- Born: 1 May 1947 Galle, British Ceylon
- Died: 22 September 2024 (aged 77) Colombo, Sri Lanka
- Education: St. Thomas' College, Matara Vidyaloka College, Galle
- Occupations: Actor, lyricist, screenplay writer
- Years active: 1966–2024
- Awards: Best Supporting Actor (Presidential Film Awards)

= W. Jayasiri =

Sri Lankan actor (1947–2024)

Weerapullige Jayasiri (1 May 1947 – 22 September 2024), popularly known as W. Jayasiri, was a Sri Lankan actor in film, television and on stage, and who also worked as a script writer and lyricist.

==Personal life==
Jayasiri was born in Hirimbura, Galle on 1 May 1947. He had three brothers. His first school was Kithulampitiya Central Girls' College, before he moved to Matara and studied at Sumangala Vidyalaya. Next he attended St. Thomas' College, Matara until his SSC exam and subsequently attended Vidyaloka College, Galle.

Jayasiri stucied Economics, Indian history and Sinhala at the University of Colombo, where he was the editor of the drama circle. There, he met and befriended fellow actor Sugathapala de Silva.

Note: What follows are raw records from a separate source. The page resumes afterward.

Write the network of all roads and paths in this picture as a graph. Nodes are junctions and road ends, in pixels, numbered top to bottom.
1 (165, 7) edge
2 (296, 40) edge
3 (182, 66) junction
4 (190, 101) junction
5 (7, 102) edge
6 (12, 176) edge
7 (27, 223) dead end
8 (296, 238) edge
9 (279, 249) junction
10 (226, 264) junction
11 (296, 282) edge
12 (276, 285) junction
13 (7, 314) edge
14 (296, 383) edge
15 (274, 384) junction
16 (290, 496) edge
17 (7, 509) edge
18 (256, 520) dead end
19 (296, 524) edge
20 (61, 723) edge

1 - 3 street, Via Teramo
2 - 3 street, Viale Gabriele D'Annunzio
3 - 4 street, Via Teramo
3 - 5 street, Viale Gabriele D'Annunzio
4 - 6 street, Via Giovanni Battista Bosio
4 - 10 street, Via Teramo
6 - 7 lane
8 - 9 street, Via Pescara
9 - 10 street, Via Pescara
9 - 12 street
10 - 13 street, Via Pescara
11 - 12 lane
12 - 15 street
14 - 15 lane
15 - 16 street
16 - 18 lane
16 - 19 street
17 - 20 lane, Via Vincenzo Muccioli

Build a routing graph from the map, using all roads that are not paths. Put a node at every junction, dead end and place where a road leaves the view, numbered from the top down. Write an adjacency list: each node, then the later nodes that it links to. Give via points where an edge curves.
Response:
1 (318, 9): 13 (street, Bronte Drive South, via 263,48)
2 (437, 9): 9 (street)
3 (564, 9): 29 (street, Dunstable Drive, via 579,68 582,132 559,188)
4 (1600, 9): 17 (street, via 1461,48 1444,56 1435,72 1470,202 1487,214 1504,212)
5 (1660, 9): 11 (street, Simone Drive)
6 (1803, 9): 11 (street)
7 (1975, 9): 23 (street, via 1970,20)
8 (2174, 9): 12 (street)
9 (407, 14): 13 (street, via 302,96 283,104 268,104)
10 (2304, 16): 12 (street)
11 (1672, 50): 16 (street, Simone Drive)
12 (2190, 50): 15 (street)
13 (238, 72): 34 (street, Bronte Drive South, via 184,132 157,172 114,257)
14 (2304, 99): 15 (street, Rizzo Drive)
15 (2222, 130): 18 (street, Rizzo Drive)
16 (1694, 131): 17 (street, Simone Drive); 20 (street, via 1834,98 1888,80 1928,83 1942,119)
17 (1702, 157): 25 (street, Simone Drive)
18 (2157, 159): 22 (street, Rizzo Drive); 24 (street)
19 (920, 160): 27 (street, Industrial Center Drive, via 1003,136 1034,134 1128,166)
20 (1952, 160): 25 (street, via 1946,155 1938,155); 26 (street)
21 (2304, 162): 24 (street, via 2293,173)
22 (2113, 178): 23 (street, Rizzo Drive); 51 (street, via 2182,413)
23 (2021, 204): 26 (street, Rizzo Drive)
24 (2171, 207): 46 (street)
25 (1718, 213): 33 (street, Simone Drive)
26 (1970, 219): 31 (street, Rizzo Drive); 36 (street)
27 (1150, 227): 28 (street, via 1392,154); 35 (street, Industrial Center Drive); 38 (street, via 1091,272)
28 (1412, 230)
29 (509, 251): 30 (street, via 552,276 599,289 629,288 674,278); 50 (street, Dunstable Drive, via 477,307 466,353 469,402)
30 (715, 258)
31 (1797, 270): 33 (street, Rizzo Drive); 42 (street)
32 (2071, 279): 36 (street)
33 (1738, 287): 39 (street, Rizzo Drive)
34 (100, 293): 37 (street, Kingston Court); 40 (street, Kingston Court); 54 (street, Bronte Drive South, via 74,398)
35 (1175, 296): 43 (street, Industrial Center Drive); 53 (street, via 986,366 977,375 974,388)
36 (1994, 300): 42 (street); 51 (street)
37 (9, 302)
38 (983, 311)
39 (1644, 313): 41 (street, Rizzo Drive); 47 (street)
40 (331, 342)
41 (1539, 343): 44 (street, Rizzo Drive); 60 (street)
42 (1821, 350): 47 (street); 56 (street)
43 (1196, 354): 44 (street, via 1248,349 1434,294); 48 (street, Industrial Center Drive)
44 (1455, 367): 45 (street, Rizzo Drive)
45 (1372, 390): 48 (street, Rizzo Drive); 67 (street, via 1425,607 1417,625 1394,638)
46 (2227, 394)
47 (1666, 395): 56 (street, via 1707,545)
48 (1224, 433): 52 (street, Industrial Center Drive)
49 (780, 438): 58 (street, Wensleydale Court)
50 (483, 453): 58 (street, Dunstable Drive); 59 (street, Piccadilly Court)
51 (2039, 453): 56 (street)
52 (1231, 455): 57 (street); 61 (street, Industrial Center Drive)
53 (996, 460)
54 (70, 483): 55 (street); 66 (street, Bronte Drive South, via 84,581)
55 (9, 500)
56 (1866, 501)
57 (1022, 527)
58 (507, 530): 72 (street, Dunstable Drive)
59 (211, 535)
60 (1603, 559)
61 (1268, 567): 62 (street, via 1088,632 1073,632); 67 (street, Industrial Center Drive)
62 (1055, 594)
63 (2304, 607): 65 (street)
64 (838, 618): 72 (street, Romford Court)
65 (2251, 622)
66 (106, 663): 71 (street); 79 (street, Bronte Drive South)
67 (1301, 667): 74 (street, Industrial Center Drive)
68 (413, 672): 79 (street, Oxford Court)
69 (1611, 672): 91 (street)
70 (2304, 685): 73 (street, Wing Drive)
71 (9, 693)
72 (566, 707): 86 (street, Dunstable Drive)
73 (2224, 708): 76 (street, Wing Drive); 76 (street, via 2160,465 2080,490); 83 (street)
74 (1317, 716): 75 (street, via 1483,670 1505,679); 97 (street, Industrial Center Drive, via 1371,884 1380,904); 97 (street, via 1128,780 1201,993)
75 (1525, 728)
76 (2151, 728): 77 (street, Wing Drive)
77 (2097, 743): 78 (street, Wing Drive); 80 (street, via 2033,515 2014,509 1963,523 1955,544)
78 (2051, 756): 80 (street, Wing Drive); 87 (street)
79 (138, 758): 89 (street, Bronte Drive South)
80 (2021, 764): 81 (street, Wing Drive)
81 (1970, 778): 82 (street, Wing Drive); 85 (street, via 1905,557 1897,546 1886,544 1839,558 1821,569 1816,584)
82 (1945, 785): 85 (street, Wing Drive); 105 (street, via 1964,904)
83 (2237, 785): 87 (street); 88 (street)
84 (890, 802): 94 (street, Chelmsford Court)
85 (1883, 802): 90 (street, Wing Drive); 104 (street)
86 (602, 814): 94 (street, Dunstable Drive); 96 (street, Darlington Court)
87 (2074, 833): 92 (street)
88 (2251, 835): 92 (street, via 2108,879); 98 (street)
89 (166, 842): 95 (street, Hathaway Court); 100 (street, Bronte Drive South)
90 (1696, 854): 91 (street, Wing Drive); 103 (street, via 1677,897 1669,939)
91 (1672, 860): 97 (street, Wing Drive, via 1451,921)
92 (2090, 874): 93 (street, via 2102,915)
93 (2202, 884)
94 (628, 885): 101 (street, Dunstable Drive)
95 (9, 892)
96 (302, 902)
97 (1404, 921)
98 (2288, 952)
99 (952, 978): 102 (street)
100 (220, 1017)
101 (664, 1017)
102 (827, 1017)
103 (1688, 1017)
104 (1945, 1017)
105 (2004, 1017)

After working in Saudi Arabia for a few years, he returned and resumed his drama career. He was married and had two daughters with his wife.

==Death==
Jaysiri died in Colombo on 22 September 2024, at the age of 77.

==Acting career==
Jaysiri was also a close friend of renowned director Dharmasena Pathiraja, at that time he used to play cameo roles in stage dramas. According to him, he started to play major roles only after he turned 40 years of age. His maiden stage drama acting came through Harima badu Hayak second edition in 1966. He played roles in de Silva's popular stage dramas such as Dunna Dunugamuwa, Muthu Kumari and then in Pathiraja's Eya Dan Loku Lamyek. He became popular with the films Seilama and Visidela, both directed by H. D. Premaratne.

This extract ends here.